> **Given records**:
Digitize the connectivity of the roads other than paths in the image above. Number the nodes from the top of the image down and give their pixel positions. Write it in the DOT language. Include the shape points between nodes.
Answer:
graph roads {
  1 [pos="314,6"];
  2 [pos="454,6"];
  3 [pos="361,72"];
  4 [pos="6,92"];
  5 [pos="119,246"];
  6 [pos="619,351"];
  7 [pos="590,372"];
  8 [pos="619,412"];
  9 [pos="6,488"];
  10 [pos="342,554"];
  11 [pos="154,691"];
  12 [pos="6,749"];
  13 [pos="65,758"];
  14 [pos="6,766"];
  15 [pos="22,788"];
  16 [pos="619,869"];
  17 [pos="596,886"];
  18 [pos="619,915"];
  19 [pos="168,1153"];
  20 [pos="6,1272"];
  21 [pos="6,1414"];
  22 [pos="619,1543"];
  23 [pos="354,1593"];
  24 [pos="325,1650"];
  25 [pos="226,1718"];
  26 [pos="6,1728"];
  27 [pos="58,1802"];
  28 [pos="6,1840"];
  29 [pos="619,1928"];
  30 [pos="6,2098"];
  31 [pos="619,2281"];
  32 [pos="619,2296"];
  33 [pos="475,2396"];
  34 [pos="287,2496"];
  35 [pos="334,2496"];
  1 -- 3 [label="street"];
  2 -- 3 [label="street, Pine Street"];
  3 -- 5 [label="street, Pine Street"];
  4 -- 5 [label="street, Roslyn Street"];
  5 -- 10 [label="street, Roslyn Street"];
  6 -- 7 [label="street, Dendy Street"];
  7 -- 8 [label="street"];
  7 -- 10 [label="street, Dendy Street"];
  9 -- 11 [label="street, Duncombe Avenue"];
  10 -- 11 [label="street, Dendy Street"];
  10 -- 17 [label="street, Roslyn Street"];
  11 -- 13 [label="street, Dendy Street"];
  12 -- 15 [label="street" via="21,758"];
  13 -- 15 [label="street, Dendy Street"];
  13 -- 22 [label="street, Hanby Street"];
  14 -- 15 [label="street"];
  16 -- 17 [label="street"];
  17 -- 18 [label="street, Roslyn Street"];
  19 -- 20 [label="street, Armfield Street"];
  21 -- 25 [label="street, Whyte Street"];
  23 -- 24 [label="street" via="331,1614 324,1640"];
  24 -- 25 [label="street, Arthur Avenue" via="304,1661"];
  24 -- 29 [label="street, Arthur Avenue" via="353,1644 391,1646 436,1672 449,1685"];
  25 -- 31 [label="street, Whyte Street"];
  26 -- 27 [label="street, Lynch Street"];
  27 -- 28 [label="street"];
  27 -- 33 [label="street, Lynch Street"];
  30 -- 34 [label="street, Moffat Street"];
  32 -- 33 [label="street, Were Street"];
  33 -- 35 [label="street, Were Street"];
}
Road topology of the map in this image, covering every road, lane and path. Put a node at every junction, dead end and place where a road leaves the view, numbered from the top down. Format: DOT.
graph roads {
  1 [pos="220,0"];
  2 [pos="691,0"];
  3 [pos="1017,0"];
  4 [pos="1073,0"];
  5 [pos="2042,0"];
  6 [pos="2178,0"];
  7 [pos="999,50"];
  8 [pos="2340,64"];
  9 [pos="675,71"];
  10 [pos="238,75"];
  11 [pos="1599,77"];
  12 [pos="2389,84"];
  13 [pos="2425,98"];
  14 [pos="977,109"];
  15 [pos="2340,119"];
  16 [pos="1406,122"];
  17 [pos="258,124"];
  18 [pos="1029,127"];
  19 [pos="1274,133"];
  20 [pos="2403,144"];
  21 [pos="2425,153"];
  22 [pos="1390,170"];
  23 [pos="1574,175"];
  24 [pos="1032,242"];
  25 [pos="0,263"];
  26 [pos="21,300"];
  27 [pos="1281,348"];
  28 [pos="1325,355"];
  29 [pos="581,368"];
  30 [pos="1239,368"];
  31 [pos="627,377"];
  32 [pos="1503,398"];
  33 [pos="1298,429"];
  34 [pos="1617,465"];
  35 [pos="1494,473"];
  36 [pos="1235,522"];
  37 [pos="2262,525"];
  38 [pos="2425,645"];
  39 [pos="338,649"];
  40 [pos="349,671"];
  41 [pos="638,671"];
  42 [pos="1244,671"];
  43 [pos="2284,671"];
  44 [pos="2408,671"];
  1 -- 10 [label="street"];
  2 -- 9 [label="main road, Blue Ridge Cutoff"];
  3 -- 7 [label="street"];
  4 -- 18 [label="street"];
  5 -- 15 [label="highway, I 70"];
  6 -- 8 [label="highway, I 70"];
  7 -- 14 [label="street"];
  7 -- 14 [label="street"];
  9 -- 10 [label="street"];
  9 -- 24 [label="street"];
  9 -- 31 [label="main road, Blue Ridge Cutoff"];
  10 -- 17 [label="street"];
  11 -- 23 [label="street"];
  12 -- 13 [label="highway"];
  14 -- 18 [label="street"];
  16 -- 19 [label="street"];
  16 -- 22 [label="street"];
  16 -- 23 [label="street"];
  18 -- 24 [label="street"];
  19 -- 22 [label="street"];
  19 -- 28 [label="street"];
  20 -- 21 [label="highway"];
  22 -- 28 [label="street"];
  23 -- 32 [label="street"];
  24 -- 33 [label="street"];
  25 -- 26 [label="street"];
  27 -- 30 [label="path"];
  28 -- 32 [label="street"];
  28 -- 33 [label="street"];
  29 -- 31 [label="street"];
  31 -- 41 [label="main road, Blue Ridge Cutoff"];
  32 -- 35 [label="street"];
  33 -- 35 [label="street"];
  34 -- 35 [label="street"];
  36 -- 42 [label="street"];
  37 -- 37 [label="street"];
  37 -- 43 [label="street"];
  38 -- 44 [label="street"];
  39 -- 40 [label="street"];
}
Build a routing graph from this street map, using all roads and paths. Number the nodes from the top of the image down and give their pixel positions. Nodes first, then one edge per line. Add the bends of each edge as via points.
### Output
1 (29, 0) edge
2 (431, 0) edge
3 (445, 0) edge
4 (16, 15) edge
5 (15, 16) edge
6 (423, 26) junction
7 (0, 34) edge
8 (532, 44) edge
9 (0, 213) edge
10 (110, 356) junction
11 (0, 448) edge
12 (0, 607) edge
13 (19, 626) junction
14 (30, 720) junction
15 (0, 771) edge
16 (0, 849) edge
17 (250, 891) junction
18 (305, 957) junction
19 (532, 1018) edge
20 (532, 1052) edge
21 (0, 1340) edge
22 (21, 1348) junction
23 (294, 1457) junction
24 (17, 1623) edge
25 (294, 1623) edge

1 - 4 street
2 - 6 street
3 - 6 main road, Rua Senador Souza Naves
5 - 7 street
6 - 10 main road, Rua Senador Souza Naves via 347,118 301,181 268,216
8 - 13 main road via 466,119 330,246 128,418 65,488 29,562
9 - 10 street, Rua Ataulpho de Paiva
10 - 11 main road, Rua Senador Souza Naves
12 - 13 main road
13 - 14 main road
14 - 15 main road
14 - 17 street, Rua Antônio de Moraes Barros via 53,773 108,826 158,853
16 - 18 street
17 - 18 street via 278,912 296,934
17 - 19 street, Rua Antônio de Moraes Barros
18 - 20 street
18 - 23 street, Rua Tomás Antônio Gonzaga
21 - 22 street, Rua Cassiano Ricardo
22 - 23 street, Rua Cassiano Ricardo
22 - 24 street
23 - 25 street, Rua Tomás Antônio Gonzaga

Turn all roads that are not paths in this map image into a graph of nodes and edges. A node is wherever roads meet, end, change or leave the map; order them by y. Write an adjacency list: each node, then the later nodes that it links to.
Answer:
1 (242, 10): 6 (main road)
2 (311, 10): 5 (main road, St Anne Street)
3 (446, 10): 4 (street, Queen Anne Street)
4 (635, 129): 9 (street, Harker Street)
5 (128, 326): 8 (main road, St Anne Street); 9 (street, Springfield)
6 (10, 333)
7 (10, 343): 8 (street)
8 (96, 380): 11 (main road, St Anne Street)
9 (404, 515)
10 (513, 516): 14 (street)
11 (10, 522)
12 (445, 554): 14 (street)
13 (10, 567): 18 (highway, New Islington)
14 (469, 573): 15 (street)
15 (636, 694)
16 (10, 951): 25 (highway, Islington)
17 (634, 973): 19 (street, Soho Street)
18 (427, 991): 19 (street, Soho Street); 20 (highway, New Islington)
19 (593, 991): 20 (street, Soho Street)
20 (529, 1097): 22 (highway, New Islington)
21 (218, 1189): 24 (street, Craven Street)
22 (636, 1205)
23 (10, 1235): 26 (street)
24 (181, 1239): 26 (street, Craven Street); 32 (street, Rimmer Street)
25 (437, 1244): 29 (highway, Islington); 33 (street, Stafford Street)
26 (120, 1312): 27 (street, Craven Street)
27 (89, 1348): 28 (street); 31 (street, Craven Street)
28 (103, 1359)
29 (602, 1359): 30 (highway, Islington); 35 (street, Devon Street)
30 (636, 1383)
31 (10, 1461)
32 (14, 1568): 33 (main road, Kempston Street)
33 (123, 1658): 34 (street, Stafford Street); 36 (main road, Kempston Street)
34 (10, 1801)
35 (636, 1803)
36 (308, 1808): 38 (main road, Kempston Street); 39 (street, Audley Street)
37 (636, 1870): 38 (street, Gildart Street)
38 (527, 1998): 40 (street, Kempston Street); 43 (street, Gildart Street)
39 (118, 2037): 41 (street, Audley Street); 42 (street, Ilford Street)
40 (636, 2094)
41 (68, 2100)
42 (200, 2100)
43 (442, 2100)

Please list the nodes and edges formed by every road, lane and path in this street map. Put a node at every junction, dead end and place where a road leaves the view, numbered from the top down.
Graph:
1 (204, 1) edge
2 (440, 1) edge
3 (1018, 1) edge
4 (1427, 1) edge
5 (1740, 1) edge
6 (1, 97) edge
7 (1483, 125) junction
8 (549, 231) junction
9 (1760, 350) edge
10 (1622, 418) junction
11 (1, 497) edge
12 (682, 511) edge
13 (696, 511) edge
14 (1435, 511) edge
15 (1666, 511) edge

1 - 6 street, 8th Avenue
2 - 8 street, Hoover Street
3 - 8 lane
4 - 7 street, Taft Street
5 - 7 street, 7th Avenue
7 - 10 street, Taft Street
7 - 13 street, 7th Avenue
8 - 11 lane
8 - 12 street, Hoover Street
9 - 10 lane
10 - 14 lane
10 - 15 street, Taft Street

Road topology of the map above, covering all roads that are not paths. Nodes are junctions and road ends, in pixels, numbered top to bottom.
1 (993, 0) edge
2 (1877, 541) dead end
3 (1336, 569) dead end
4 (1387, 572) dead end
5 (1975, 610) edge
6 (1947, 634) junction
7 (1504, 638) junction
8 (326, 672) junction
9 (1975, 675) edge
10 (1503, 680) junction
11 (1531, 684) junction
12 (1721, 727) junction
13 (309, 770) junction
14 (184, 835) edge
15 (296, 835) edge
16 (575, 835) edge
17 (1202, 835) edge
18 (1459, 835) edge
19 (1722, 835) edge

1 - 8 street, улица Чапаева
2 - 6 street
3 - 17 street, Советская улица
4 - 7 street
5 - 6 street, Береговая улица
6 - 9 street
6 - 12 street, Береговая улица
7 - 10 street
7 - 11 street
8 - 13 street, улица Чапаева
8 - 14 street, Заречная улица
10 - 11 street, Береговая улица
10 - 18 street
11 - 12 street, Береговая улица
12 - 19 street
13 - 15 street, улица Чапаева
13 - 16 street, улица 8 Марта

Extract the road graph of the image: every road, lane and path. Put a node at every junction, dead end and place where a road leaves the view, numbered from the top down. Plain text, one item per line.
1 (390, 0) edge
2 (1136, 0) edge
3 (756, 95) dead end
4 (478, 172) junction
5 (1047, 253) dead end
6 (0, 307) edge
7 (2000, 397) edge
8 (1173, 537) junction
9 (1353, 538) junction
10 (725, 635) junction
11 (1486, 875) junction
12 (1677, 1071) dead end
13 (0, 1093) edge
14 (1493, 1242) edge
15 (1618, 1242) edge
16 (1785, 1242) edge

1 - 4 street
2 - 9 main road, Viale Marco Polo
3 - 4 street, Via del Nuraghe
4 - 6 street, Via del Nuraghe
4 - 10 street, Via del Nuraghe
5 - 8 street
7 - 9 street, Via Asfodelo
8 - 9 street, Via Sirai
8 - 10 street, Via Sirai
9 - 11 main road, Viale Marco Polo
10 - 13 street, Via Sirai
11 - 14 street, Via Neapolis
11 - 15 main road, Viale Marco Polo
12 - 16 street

> **About this exercise**: What is wanted is a copy of every line in the listing that includes the word "down".

> **Response to the exercise**:
Digitize the connectivity of the roads other than paths in the image above. Number the nodes from the top of the image down and give their pixel positions. Write it in the DOT language. Include the shape points between nodes.
Road topology of the map in this image, covering every road, lane and path. Put a node at every junction, dead end and place where a road leaves the view, numbered from the top down. Format: DOT.
Build a routing graph from this street map, using all roads and paths. Number the nodes from the top of the image down and give their pixel positions. Nodes first, then one edge per line. Add the bends of each edge as via points.
Please list the nodes and edges formed by every road, lane and path in this street map. Put a node at every junction, dead end and place where a road leaves the view, numbered from the top down.
Extract the road graph of the image: every road, lane and path. Put a node at every junction, dead end and place where a road leaves the view, numbered from the top down. Plain text, one item per line.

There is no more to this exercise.